Atas hal tersebut, kami berpendapat sebagai berikut:
Pertama, banjir dan kemacetan adalah fakta yang menunjukkan kerapuhan Kota Jakarta. Faktanya, menurut berbagai studi yang sebelumnya telah dilakukan, 40% wilayah Jakarta berada di bawah permukaan air laut. Jakarta adalah kota tercepat tenggelam di dunia dengan penurunan tanah sekitar 3-10 cm per tahun. Banjir Jakarta pernah mencapai hampir 75% dari kota dan memaksa lebih dari 450.000 orang pergi mengungsi. Kerugian ekonomi akibat banjir mencapai lebih dari 900 juta USD. Setiap tahunnya, terjadi banjir besar tanpa adanya evaluasi yang berarti. Selain itu, populasi Jakarta adalah sekitar 11 juta jiwa. Jumlah kendaraan bermotor di Jakarta adalah sekitar 24 juta unit. Naik signifikan (sekitar 7 juta kendaraan) dalam empat tahun (2020-2024). 79,1% komuter di Jakarta menggunakan kendaraan pribadi sebagai moda transportasi utama. Kemacetan yang terjadi di Jakarta berdampak pada penurunan produktivitas, polusi udara, dan dampak lain yang perkiraan kerugiannya hampir Rp 100 triliun.

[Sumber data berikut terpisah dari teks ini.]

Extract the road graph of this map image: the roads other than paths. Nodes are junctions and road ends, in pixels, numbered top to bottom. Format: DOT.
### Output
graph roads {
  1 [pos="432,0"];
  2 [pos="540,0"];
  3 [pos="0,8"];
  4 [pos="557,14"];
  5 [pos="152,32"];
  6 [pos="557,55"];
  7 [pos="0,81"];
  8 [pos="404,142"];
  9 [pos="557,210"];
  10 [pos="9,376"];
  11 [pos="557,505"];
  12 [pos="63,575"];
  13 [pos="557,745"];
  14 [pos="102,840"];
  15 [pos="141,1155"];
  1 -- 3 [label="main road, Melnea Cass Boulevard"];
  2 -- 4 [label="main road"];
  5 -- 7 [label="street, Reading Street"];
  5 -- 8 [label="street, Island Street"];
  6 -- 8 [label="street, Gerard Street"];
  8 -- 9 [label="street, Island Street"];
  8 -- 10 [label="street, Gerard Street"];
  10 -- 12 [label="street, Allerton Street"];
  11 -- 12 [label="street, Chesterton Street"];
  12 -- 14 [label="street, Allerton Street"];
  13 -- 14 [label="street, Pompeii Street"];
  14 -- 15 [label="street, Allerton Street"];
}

Kedua, banjir dan kemacetan yang tidak teratasi adalah pelanggaran terhadap hak asasi manusia. Kondisi dan dampak dari peristiwa ini jelas berdampak pada pemenuhan hak asasi manusia. Banjir dan macet berpotensi melanggar hak atas tempat tinggal, hak atas kesehatan, hak atas pendidikan, hak atas pekerjaan, hingga hak atas lingkungan hidup yang baik dah sehat sebagaimana diatur dalam UUD NRI 1945 dan UU HAM. Banjir dapat berdampak pada rusaknya rumah sebagai tempat tinggal dan mendorong banyaknya penggusuran paksa terhadap warga yang tinggal di bantaran sungai. Kemacetan juga berdampak pada hak atas tempat tinggal karena menyebabkan adanya kenaikan harga rumah di tengah kota sehingga menyingkirkan masyarakat miskin kota. Kemudian, banjir juga menyebabkan terlanggarnya hak atas kesehatan sebab berbagai penyakit dapat ditimbulkan akibat banjir serta timbulnya kerusakan sanitasi air bersih. Hak atas kesehatan juga terpengaruh akibat macet, di antaranya disebabkan oleh adanya polusi udara yang tinggi yang mengganggu pernapasan, juga macet yang berdampak pada meningkatnya tingkat stress dan gangguan kesehatan mental.
Hak atas pendidikan dan pekerjaan juga terpengaruh. Banjir memutus akses mobilisasi sehingga berdampak pada akses pekerjaan dan pendidikan warga. Kemudian, kemacetan juga berdampak terhadap hak atas pekerjaan dan pendidikan karena waktu yang habis di jalan mengurangi produktivitas serta waktu beristirahat sebagai hak asasi manusia. Kemudian, hak atas lingkungan hidup, melalui banjir, kualitas air menjadi turun, sungai tercemar, hingga ruang terbuka hijau yang dapat semakin berkurang. Kemudian kemacetan juga menjadi penyebab buruknya kualitas udara Jakarta.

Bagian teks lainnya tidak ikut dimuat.